**ABOUT THIS EXERCISE:** Each entry that follows is to be copied exactly, minus any pictures.

**DATASET CONTENT:**
• • • • • • •

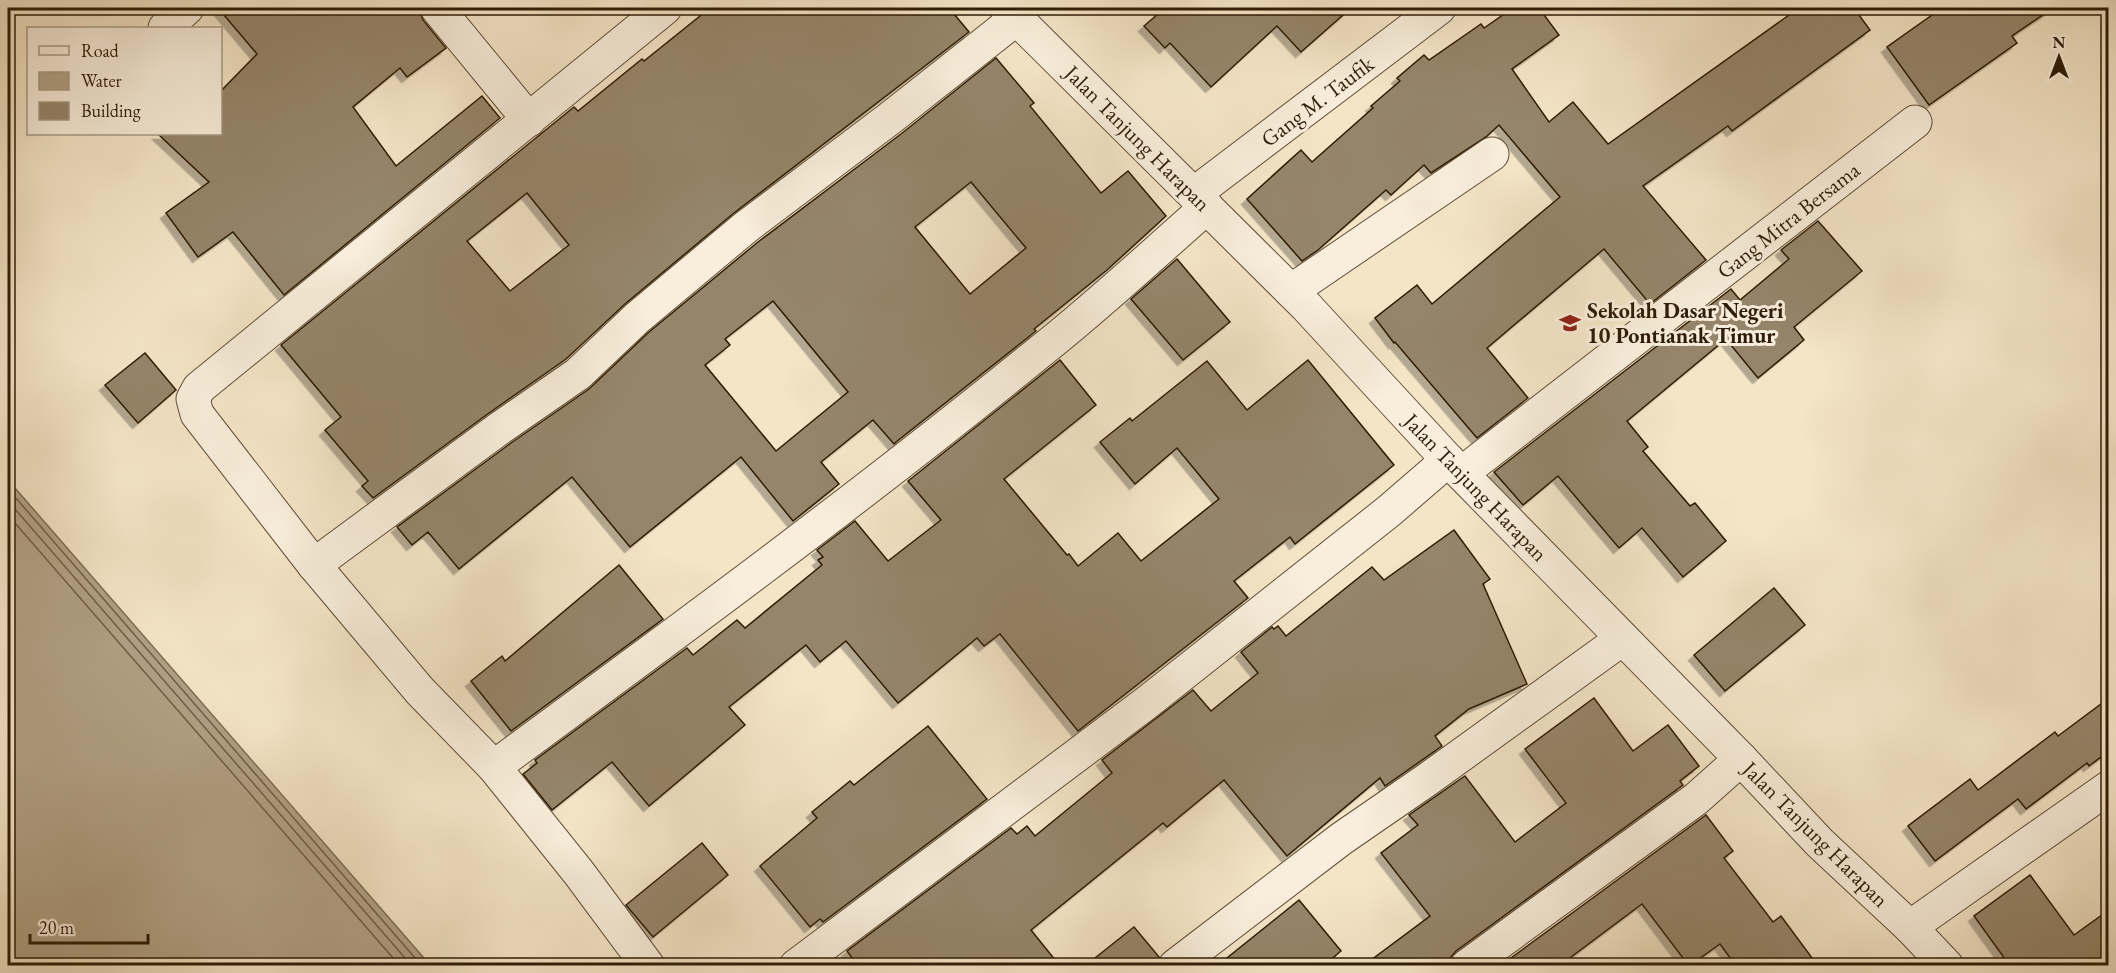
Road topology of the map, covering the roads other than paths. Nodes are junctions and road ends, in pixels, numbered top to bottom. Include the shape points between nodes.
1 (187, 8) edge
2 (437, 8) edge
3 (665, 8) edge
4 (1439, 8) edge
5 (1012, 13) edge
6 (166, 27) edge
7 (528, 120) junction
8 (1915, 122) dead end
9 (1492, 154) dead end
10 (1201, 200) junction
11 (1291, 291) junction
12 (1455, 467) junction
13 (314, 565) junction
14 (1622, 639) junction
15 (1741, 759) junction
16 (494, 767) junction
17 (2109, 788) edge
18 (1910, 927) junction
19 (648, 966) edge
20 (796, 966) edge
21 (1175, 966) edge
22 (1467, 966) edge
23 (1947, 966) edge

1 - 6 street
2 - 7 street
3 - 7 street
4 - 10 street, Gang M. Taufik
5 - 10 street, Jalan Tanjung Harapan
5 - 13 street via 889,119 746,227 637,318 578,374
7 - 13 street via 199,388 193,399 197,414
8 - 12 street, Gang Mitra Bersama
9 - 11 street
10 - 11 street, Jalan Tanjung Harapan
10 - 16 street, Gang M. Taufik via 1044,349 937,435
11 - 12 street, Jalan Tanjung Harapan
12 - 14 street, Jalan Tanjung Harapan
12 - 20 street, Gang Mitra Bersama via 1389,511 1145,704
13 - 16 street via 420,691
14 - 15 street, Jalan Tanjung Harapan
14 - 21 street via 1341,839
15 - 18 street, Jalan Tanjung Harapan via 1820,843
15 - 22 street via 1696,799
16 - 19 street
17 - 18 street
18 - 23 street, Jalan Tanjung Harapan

• • • • • • •

**ANSWER TO THIS EXERCISE:**
Road topology of the map, covering the roads other than paths. Nodes are junctions and road ends, in pixels, numbered top to bottom. Include the shape points between nodes.
1 (187, 8) edge
2 (437, 8) edge
3 (665, 8) edge
4 (1439, 8) edge
5 (1012, 13) edge
6 (166, 27) edge
7 (528, 120) junction
8 (1915, 122) dead end
9 (1492, 154) dead end
10 (1201, 200) junction
11 (1291, 291) junction
12 (1455, 467) junction
13 (314, 565) junction
14 (1622, 639) junction
15 (1741, 759) junction
16 (494, 767) junction
17 (2109, 788) edge
18 (1910, 927) junction
19 (648, 966) edge
20 (796, 966) edge
21 (1175, 966) edge
22 (1467, 966) edge
23 (1947, 966) edge

1 - 6 street
2 - 7 street
3 - 7 street
4 - 10 street, Gang M. Taufik
5 - 10 street, Jalan Tanjung Harapan
5 - 13 street via 889,119 746,227 637,318 578,374
7 - 13 street via 199,388 193,399 197,414
8 - 12 street, Gang Mitra Bersama
9 - 11 street
10 - 11 street, Jalan Tanjung Harapan
10 - 16 street, Gang M. Taufik via 1044,349 937,435
11 - 12 street, Jalan Tanjung Harapan
12 - 14 street, Jalan Tanjung Harapan
12 - 20 street, Gang Mitra Bersama via 1389,511 1145,704
13 - 16 street via 420,691
14 - 15 street, Jalan Tanjung Harapan
14 - 21 street via 1341,839
15 - 18 street, Jalan Tanjung Harapan via 1820,843
15 - 22 street via 1696,799
16 - 19 street
17 - 18 street
18 - 23 street, Jalan Tanjung Harapan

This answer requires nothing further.